I was able to only watch the morning's coverage and part of the afternoon's coverage before leaving for a job interview, but I felt hope return when I listened to Obama advocate for health care coverage for the millions who don't have many options outside of using the emergency room as a health care plan.
In contrast to Obama, Republicans sounded scripted, repeating the mantra of "start over" and buying across state lines and tort reform, blah blah blah. Starting over at this point would only delay reform, and I see it as nothing other than obstruction for political gain. The health care debate has been dragging on for way too long already, and it has been discouraging listening to the constant barrage of commercials that sound recycled from the 90's health care debate and meant to encourage distrust of Obama and, in general, the government's role in assuring the health and well being of all its citizens.

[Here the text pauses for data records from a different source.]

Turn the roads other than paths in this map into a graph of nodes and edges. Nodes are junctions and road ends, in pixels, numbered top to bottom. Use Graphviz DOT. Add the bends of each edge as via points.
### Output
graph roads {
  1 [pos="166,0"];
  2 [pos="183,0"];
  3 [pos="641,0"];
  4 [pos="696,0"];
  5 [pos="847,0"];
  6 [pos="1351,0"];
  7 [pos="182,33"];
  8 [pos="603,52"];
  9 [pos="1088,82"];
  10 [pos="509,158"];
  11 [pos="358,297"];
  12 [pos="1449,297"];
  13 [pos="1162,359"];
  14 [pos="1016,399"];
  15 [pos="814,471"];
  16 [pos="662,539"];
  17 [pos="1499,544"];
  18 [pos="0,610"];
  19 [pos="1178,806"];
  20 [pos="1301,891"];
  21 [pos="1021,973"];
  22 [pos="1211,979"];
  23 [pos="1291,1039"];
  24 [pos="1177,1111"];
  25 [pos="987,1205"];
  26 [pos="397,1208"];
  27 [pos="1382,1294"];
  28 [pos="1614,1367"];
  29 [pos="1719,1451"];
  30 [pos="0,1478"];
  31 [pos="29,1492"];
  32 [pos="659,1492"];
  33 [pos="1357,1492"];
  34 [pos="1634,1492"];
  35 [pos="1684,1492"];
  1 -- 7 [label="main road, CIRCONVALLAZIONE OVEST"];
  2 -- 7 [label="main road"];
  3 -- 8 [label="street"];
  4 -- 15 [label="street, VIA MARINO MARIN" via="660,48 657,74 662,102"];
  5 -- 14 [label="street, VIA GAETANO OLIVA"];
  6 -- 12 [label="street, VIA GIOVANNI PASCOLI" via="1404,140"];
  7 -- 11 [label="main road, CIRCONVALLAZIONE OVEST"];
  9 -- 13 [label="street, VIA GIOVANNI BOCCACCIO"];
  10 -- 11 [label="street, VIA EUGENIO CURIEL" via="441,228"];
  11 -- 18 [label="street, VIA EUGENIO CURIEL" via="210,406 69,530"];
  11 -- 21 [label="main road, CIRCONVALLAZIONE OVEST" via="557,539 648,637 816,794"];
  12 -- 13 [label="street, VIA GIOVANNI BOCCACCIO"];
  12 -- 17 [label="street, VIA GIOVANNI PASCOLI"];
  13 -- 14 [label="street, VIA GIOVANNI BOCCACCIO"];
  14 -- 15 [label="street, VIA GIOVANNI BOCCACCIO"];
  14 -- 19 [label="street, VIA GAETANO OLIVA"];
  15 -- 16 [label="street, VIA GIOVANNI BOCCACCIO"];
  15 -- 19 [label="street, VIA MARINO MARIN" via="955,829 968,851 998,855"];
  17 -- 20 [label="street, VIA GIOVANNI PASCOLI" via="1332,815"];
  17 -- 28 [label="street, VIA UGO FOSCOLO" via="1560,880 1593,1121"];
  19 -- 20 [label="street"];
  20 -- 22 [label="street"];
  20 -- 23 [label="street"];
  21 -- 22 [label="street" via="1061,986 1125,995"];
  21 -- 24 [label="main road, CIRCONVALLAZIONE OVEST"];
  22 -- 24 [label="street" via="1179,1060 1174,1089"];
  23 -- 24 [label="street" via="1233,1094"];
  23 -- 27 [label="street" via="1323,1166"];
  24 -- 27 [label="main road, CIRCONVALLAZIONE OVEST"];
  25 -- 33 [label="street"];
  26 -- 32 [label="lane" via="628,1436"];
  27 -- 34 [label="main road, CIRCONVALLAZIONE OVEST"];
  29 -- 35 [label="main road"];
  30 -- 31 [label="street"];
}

President Obama countered Republican talking points with facts, and showed his concern for those without health care with genuine compassion. Despite my feelings of cynicism lately about the chances of the legislation actually passing, today I felt hope again that the U.S. will soon join the rest of the developed world in having a comprehensive health care system. Bravo Obama.
Monday, February 1, 2010
I am with those who believe the Senate bill should be fixed through a reconciliation process, and I will continue to push my Senators for it. But this cannot be an excuse for letting the underlying Senate bill wither on the vine or die. Insisting that the reconciliation bill must not just begin but pass the Senate before the House can act is delaying health care reform, and potentially derailing it. Besides, if anyone believes that whatever can be pushed into a reconciliation package are the only fixes this bill is ever going to need, I have a very nice bridge in Brooklyn that I would like to sell you. The process of improving this law will begin the moment the President signs the legislation, and will most definitely not end once a reconciliation bill is also signed into law. It is going to take much longer term commitment both for us advocates and for Congress. So let's pass the damn bill, and commit to seeing it improve not just in reconciliation but by any means necessary in the coming years.